*Task to carry out:* Across all the records, filter for lines with the word "numbered" and copy them.

*Supplied information:*
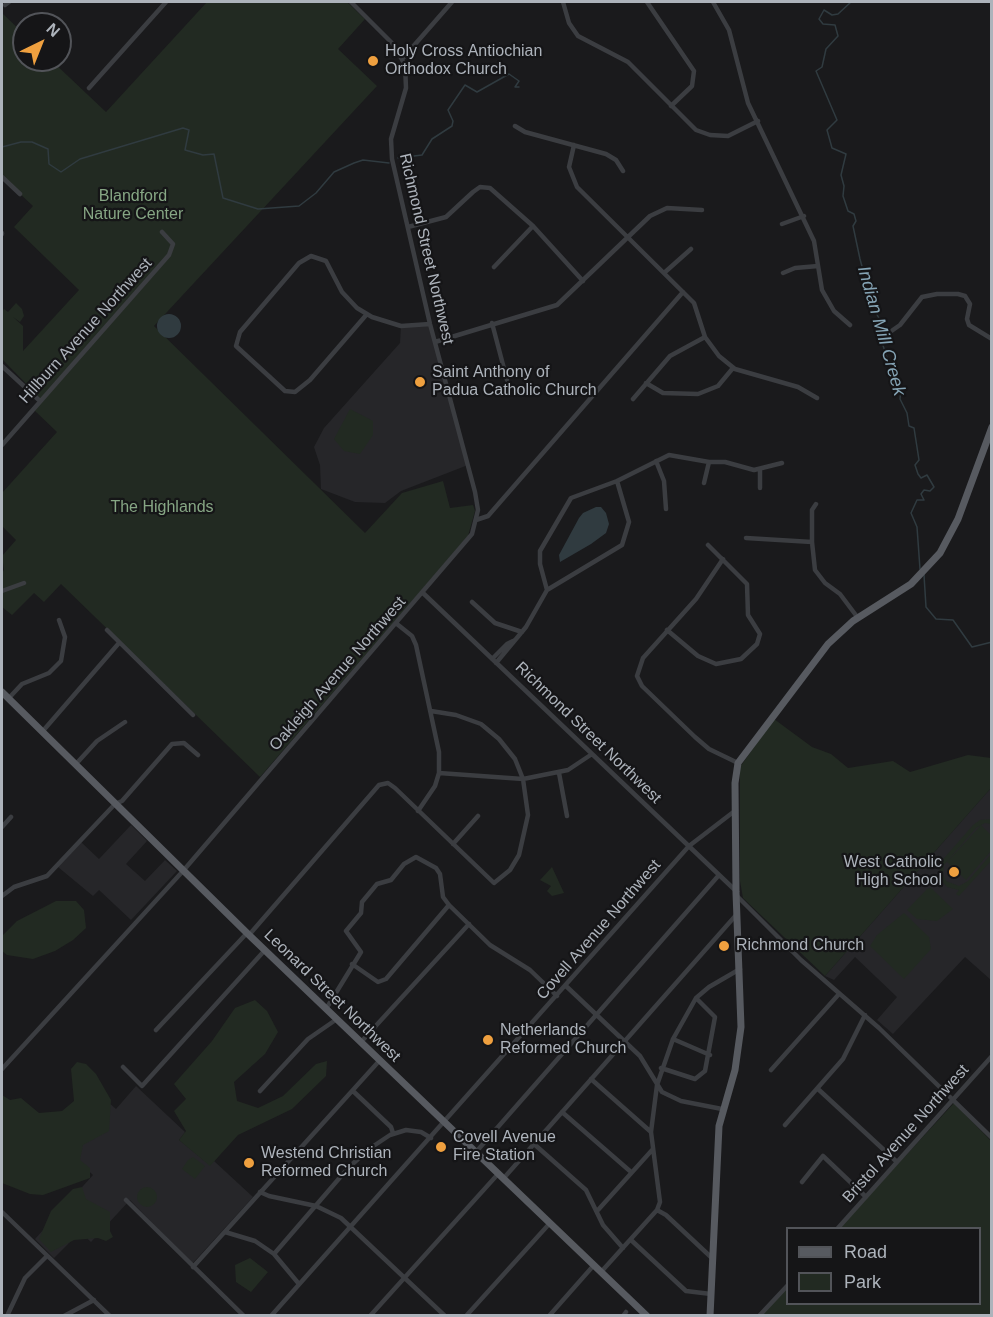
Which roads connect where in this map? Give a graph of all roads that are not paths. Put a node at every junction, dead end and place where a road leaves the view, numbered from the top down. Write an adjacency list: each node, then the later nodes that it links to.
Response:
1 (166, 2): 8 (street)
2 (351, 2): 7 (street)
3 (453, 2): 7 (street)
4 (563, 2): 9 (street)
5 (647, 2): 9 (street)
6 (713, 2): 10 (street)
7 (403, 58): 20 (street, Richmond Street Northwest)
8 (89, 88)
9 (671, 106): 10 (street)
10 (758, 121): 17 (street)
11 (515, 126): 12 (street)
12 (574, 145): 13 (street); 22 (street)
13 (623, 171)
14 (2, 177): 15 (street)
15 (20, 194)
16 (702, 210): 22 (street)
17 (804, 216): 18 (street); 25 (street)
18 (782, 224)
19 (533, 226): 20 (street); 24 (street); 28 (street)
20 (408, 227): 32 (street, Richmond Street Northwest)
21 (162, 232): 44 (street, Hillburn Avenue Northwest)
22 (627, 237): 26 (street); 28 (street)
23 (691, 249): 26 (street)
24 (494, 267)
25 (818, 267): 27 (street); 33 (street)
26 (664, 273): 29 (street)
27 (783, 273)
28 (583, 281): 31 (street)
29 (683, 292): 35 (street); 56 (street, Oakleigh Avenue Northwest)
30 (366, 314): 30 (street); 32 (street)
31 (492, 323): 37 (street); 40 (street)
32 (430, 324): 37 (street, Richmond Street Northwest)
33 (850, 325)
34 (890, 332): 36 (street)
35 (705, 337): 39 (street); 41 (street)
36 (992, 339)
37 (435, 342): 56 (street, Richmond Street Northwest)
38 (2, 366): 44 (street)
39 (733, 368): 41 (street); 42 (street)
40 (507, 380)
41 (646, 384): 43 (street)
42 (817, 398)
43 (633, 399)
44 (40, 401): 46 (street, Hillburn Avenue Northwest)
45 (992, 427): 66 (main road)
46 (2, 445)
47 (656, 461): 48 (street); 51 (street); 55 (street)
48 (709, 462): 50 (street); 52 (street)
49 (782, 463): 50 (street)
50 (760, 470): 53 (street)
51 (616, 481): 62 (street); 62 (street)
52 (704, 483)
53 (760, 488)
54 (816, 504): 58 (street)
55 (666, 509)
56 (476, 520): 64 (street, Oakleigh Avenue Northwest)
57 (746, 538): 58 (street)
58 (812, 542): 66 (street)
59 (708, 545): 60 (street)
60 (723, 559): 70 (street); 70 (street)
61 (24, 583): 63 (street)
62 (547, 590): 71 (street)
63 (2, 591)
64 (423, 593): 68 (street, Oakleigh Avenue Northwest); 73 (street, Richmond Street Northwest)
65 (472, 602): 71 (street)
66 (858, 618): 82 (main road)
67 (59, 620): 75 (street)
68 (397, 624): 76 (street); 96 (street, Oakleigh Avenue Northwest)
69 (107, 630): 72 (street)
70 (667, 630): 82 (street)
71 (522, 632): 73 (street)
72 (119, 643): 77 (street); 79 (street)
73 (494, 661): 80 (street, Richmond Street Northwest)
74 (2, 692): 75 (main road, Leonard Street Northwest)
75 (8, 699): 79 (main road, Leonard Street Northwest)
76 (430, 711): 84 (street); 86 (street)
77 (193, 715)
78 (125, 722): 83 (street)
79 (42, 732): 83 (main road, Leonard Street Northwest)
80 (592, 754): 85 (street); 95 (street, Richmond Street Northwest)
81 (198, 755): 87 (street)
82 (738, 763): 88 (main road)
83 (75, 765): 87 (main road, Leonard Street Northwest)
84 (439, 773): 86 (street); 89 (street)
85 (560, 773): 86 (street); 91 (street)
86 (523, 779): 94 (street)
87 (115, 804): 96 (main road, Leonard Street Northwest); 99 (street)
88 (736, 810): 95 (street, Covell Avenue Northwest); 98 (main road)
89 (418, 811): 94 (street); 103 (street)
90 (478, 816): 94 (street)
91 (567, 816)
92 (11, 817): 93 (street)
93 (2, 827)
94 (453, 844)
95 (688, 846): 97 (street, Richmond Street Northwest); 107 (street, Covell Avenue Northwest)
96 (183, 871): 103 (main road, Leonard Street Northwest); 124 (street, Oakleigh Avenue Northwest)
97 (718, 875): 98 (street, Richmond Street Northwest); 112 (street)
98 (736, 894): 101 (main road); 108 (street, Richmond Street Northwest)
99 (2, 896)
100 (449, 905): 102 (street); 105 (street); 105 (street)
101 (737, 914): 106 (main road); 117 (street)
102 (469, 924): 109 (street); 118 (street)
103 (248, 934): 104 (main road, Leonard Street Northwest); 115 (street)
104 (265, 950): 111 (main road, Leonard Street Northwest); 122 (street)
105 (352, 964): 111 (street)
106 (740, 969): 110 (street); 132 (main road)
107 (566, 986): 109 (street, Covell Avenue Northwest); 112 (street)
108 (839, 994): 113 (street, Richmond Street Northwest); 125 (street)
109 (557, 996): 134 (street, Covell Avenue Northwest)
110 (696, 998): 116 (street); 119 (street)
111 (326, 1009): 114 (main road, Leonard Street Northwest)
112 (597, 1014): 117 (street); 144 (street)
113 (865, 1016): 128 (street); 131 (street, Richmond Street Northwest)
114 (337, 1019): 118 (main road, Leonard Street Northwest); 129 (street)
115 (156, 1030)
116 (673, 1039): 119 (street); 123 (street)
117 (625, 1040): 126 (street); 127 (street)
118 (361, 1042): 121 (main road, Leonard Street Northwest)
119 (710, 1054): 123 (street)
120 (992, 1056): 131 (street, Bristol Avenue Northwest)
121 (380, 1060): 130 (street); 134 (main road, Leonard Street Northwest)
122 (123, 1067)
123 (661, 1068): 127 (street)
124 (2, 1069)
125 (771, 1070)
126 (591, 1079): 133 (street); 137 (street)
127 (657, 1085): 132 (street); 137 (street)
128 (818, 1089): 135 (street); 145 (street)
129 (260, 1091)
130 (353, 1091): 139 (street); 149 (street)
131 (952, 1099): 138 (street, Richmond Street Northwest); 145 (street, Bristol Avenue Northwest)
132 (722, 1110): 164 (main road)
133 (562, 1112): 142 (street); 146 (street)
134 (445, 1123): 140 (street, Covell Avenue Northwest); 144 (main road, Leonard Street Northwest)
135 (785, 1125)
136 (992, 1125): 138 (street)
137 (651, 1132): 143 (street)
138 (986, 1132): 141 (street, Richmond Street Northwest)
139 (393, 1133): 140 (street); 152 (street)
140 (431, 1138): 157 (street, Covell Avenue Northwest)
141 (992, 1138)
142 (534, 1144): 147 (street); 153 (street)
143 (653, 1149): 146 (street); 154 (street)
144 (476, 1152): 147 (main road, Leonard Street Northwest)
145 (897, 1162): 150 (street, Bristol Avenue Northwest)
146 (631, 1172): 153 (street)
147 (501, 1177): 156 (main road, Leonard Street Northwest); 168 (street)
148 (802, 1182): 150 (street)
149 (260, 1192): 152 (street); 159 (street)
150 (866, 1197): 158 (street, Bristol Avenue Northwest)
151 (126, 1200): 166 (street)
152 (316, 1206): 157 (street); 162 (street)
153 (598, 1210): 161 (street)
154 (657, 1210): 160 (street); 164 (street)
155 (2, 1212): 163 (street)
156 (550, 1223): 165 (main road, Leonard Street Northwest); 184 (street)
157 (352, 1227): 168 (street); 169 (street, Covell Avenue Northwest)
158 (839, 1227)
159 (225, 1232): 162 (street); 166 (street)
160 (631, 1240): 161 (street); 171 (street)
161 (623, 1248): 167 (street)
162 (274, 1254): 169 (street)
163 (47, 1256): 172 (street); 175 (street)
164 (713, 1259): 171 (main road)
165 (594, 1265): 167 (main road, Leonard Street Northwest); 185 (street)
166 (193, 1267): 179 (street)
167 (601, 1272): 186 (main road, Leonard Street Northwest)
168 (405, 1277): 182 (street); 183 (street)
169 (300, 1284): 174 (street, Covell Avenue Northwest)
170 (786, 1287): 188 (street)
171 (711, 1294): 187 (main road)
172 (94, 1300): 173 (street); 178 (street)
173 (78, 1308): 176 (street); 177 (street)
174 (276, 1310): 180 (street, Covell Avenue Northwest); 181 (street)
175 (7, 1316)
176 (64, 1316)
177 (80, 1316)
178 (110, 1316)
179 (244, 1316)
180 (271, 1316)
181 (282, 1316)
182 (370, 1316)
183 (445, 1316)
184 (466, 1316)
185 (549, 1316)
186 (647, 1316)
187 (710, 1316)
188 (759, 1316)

...

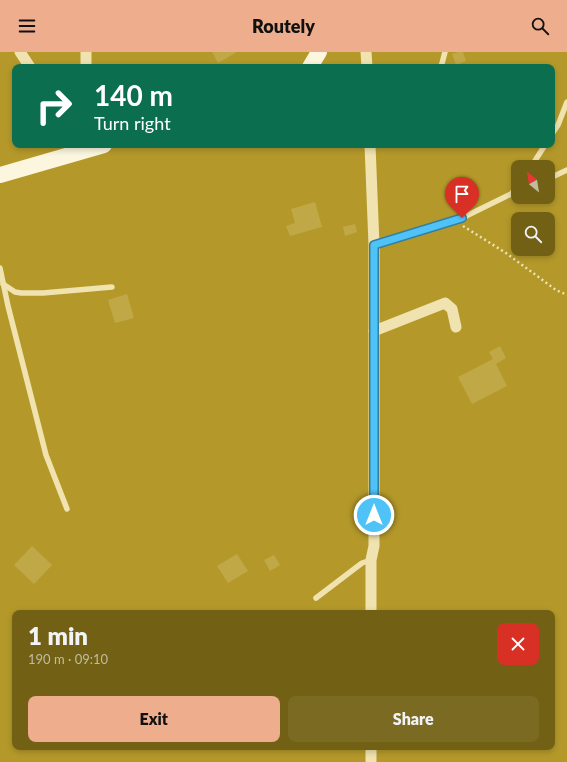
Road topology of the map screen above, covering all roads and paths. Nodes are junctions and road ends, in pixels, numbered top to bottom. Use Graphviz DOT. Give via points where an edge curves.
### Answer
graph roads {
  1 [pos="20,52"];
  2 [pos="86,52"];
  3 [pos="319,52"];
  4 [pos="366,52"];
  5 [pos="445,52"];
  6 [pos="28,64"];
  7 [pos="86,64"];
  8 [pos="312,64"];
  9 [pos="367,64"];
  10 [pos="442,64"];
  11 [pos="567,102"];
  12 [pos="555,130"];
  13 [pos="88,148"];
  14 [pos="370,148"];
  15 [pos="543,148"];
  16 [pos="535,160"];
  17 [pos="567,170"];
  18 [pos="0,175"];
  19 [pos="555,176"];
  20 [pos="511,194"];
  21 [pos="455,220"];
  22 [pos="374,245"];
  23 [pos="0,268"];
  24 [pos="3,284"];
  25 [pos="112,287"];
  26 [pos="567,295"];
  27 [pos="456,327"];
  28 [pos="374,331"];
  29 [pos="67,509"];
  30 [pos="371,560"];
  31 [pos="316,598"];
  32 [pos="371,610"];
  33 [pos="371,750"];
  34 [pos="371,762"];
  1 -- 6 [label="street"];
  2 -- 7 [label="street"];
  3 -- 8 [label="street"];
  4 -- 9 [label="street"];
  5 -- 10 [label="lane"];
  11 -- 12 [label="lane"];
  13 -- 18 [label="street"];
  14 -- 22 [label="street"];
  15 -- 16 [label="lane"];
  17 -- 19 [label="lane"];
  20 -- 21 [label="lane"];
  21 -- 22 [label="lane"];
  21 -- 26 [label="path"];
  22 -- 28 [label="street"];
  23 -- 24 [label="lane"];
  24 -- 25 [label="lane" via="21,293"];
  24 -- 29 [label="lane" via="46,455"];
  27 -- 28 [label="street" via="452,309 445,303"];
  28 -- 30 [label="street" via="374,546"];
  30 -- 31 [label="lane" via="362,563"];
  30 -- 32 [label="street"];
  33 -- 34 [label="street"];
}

--

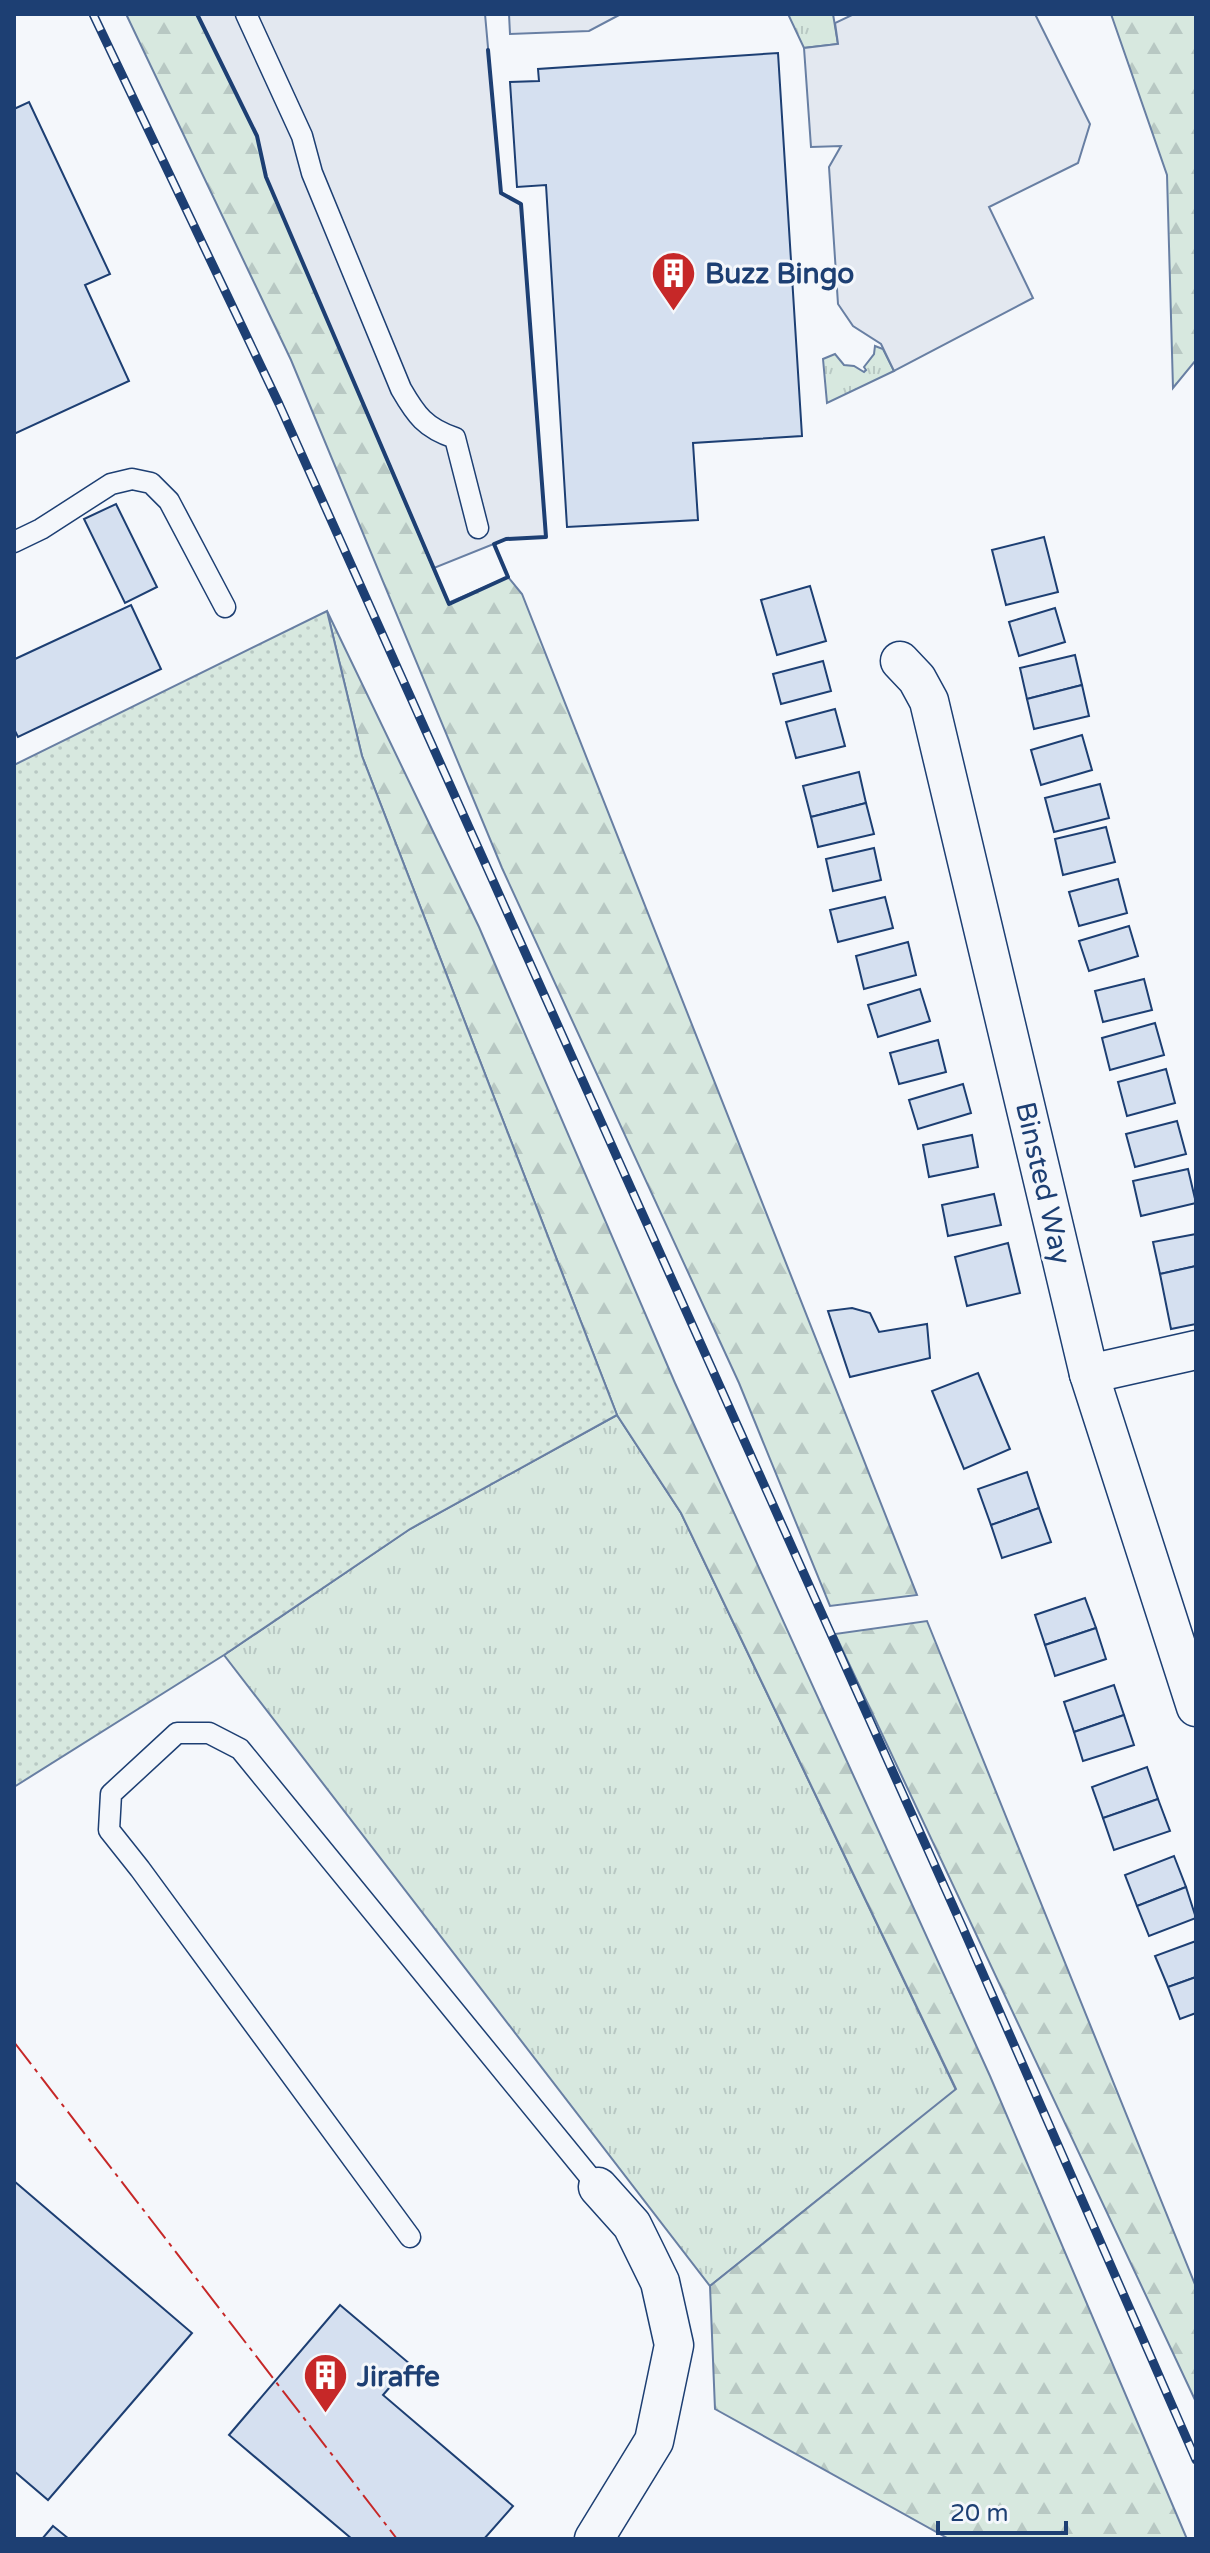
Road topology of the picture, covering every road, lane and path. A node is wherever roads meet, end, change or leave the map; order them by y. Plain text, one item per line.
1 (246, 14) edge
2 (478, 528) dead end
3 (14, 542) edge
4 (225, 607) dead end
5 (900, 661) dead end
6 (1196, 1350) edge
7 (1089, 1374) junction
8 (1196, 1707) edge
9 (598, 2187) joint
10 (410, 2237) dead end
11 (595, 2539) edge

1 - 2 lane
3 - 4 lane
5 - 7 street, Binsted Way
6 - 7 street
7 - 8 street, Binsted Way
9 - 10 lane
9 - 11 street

*Exercise response:*
Which roads connect where in this map? Give a graph of all roads that are not paths. Put a node at every junction, dead end and place where a road leaves the view, numbered from the top down. Write an adjacency list: each node, then the later nodes that it links to.
Road topology of the map screen above, covering all roads and paths. Nodes are junctions and road ends, in pixels, numbered top to bottom. Use Graphviz DOT. Give via points where an edge curves.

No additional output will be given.